书店的日光灯管发出轻微的“嗡嗡”声,像是某种老式收音机没调准频道的背景音。
张凤鸾端起自己那杯凉透了的咖啡,灌了一口,五官皱成一团又舒展开。
“你说电话里说不清楚,现在,怎么讲?”
李乐把那杯卡布奇诺推到一边,“顾元成这个人,之前查过一些,但查到的,可能不是他现在想让我知道的。”
“什么意思?”
“他让我知道的,是一个做不良资产处置的生意人,有点关系,有点能量,在哒能和丰禾之间牵线搭桥,做个顺水人情。
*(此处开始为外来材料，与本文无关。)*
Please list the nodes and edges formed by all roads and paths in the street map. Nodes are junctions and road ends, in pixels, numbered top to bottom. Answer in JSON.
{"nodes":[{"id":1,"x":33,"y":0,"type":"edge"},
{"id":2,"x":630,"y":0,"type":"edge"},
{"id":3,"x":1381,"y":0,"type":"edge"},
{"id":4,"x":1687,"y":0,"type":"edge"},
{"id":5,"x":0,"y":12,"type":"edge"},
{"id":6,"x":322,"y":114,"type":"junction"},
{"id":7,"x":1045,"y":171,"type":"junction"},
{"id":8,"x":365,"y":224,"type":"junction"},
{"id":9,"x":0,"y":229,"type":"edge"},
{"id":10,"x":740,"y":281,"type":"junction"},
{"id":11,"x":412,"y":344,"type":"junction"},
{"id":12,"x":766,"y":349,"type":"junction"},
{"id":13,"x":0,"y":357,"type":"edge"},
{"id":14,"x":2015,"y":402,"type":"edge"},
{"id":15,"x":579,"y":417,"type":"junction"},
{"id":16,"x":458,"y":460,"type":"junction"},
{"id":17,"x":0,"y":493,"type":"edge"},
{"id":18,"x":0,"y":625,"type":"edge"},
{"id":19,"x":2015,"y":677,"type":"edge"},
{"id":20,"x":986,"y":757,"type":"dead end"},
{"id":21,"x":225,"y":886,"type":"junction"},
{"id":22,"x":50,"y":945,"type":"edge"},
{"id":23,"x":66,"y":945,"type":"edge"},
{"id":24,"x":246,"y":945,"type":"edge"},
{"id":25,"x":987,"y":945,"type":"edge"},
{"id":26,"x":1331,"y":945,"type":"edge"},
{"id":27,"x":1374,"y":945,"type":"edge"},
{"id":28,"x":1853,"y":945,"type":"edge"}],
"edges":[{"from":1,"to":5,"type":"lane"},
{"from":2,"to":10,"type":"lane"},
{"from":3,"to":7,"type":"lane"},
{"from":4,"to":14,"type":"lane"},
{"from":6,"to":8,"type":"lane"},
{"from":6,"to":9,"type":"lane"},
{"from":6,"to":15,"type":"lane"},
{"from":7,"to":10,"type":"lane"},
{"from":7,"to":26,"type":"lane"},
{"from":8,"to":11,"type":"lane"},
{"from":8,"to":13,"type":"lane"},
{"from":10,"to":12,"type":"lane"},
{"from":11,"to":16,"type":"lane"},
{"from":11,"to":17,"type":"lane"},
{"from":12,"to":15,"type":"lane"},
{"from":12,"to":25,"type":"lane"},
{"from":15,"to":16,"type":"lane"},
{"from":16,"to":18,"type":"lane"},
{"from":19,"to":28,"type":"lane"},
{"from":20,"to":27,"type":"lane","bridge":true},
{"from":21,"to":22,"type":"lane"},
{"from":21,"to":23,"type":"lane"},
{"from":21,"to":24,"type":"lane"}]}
”
“实际上呢?”
李乐把在马术俱乐部和顾元成见面的经过说了。
选马、骑乘、野骑道上的对话,顾元成那些关于“借鞍骑马”的比喻,关于“哒能诚意”的试探,关于“时间不等人”的提醒,说得不快不慢,像是在复盘一盘棋,每一步落子都带着当时的考量,每一句应对都藏着潜台词。
张凤鸾听着,眉头微微拧着。
“这人不只是牵线搭桥的。”等李乐说完,张凤鸾下了判。
“当然不是。”
“他是来做局子的。”
“对。”
“让你觉得,跟哒能合作,不光有商业利益,还让你觉得,拒绝哒能,不光是放弃一个商业机会,还可能得罪一些……你不想得罪的人。”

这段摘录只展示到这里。